Камерами заточения могли служить и другие подвальные помещения Кремля. Отметим, что в слишком большой внутренней тюрьме надобности не было, так как крупный тюремный двор находился в непосредственной близости от стен Кремля – в Китай-городе. В так называемых Холопьей, Разбойной, Опальной и других «избах» находилось до тысячи заключённых.
Тюрьма в Красном Кремле
Древнерусскую практику содержания узников в Кремле возобновили большевики, которые перенесли столицу в Москву весной 1918 года. Об этом рассказывается в книге писателя Николая Коняева «Трагедия ленинской гвардии, или правда о вождях октября». Ссылаясь на «заслуживающие доверия свидетельства», автор утверждает, что тюрьма для особо опасных преступников размещалась в одном из Кавалерских корпусов Кремля. Эти корпуса были возведены в начале XIX века.
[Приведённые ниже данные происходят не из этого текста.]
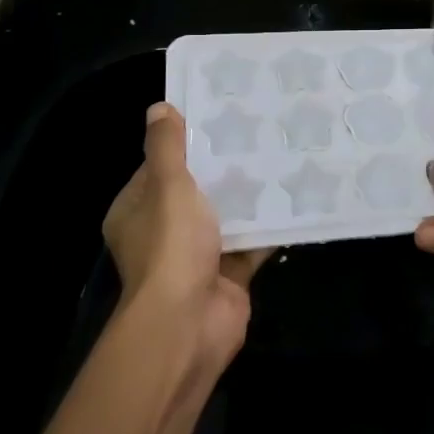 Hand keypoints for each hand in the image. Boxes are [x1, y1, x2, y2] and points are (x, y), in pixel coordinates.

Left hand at [103, 103, 268, 370]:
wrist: (188, 323)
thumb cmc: (171, 247)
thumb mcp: (168, 186)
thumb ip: (167, 148)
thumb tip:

Сюда сажали лиц, «опасных» не для общества, а в первую очередь для «диктатуры пролетариата». Большевики предпочитали держать арестованных политических противников «на расстоянии вытянутой руки». Здесь же, в Кавалерских корпусах, размещались резиденции Ленина и других руководителей советского государства.
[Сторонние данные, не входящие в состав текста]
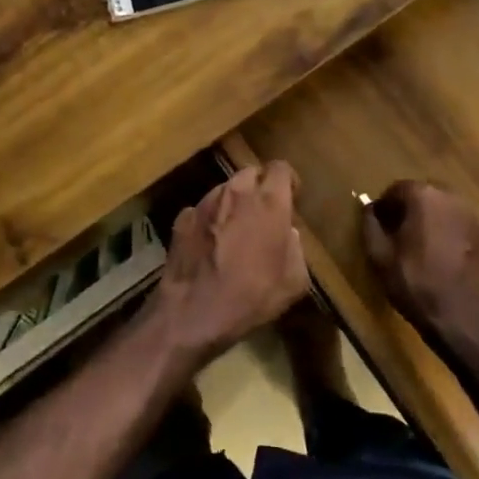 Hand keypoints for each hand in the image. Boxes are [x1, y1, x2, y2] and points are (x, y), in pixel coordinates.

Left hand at [148, 162, 308, 363]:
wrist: (194, 310)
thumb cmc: (252, 296)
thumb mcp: (294, 280)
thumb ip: (296, 247)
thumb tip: (287, 232)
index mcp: (268, 202)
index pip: (281, 168)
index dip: (288, 180)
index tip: (291, 197)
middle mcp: (235, 192)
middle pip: (251, 174)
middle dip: (260, 188)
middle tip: (264, 213)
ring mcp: (205, 202)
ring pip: (225, 189)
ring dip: (234, 203)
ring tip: (236, 230)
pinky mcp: (183, 216)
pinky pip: (203, 209)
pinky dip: (210, 219)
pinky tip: (211, 243)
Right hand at [361, 181, 478, 363]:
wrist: (466, 322)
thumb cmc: (417, 285)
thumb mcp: (380, 257)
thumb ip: (370, 225)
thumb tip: (369, 208)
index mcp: (424, 197)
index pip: (397, 189)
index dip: (385, 206)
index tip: (379, 226)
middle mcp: (451, 198)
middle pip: (423, 195)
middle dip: (408, 210)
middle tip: (397, 236)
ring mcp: (473, 217)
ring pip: (443, 210)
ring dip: (429, 221)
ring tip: (420, 247)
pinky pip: (459, 226)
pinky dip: (448, 234)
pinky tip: (442, 258)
После покушения на Ленина в кремлёвскую тюрьму доставили эсерку Фанни Каплан. Тут же, во дворе, ее и казнили. После выстрела в затылок Фанни кремлёвский комендант Павел Мальков сжёг труп Каплан в железной бочке, а её прах закопали в неизвестном месте. В одно время с Каплан, по словам Николая Коняева, в тюрьме содержались английский разведчик Роберт Гамильтон Брюс Локкарт и генерал Алексей Брусилов.
Ещё одна известная узница – вождь левых эсеров Мария Спиридонова. Её письма из кремлёвской тюрьмы в 1992 году были изданы в книге «Кремль за решёткой (Подпольная Россия)». Место своего заточения Спиридонова описывала как «узенький закуток при караульном помещении». От караульной казармы на 100-150 красноармейцев её отделяла всего одна комната. Революционерка жаловалась на грязь, шум, свист и нечаянную стрельбу.
«Мой закуток делится досчатой, не доходящей до потолка щелистой перегородкой на 2 каморочки, очень узкие (шага два с половиной – три), – писала Спиридонова. – В моей – окно, в соседней – темно. Гулкий каменный свод, каменные, чуть не трёхсотлетние стены и каменный сырой пол».
В камере, по словам узницы, царила «студь», влажные углы стен ей приходилось вытирать тряпкой. Стерегли Спиридонову двое красноармейцев с винтовками. Кроме часовых, сквозь окошечко или щели на неё глядели разные «добавочные посетители», что доставляло женщине огромный дискомфорт. Она писала, что не может нормально мыться, читать, есть и даже думать, будучи «объектом глядения».
Часовые оправдывались тем, что им «приказано глазеть» на узницу. Часовой водил Спиридонову и в уборную. Ни свидания, ни прогулки ей не полагались. Вдобавок, заточённая эсерка плохо переносила угар от печи и дым махорки, которую курили солдаты.
В тюрьму Спиридонова попала 14 февраля 1919 года и сразу же почувствовала недомогание от холода и сырости. Узница «крепилась» почти месяц, но 4-5 марта у неё началось обильное кровохарканье. Спиридонову перевели в кремлёвскую больницу, а после выздоровления посадили уже в другую камеру. В апреле оппозиционерка сбежала из Кремля с помощью одного из охранников, чем повергла в изумление ВЧК.
Увидеть помещения бывшей тюрьмы в Кавалерских корпусах сейчас, по-видимому, невозможно, так как два из трёх корпусов, а также казармы были снесены в конце 1950-х годов при постройке Дворца съездов (ныне Государственный Кремлёвский дворец).